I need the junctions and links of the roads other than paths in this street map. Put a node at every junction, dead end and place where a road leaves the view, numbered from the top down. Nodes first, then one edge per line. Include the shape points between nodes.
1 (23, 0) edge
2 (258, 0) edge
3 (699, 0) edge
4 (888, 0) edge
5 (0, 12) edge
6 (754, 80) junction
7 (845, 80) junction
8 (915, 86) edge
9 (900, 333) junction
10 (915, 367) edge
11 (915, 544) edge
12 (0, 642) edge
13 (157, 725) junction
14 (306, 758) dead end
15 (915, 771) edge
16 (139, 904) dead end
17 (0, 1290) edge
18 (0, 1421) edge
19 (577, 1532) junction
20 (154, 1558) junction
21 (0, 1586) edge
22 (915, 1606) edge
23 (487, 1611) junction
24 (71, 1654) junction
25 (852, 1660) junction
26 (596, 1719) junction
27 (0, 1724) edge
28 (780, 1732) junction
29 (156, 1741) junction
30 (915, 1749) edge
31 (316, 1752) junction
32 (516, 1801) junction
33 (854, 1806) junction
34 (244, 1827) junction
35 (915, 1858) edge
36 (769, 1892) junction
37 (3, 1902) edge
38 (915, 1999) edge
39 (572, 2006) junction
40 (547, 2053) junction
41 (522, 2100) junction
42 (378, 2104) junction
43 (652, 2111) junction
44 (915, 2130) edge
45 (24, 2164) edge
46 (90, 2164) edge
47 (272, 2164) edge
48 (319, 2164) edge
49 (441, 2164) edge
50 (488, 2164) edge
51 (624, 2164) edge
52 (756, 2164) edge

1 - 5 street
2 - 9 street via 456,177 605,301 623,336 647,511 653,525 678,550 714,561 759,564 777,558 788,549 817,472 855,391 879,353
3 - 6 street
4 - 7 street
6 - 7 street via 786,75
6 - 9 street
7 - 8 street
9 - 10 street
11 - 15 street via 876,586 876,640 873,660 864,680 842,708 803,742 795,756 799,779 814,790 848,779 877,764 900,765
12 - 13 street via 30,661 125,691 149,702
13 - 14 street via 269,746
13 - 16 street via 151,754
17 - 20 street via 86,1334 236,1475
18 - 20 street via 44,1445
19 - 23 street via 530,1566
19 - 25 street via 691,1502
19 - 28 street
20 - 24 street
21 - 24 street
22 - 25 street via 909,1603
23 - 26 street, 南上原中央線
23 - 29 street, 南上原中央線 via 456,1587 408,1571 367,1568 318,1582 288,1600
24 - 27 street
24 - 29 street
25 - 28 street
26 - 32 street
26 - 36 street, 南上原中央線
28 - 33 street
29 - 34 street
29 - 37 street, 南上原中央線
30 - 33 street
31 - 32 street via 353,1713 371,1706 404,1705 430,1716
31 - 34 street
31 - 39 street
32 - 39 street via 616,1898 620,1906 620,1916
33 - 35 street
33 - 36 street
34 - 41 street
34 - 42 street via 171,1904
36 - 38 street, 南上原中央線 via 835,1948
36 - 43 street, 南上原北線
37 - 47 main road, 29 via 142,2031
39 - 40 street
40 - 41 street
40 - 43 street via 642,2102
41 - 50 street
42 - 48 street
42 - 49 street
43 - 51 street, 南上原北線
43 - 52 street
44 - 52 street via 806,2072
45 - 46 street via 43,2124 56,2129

════════

• YOUR TASK: Scan the listing above for the word "road" and copy every line that holds it.

• ANSWER TO THIS PROBLEM:
I need the junctions and links of the roads other than paths in this street map. Put a node at every junction, dead end and place where a road leaves the view, numbered from the top down. Nodes first, then one edge per line. Include the shape points between nodes.
37 - 47 main road, 29 via 142,2031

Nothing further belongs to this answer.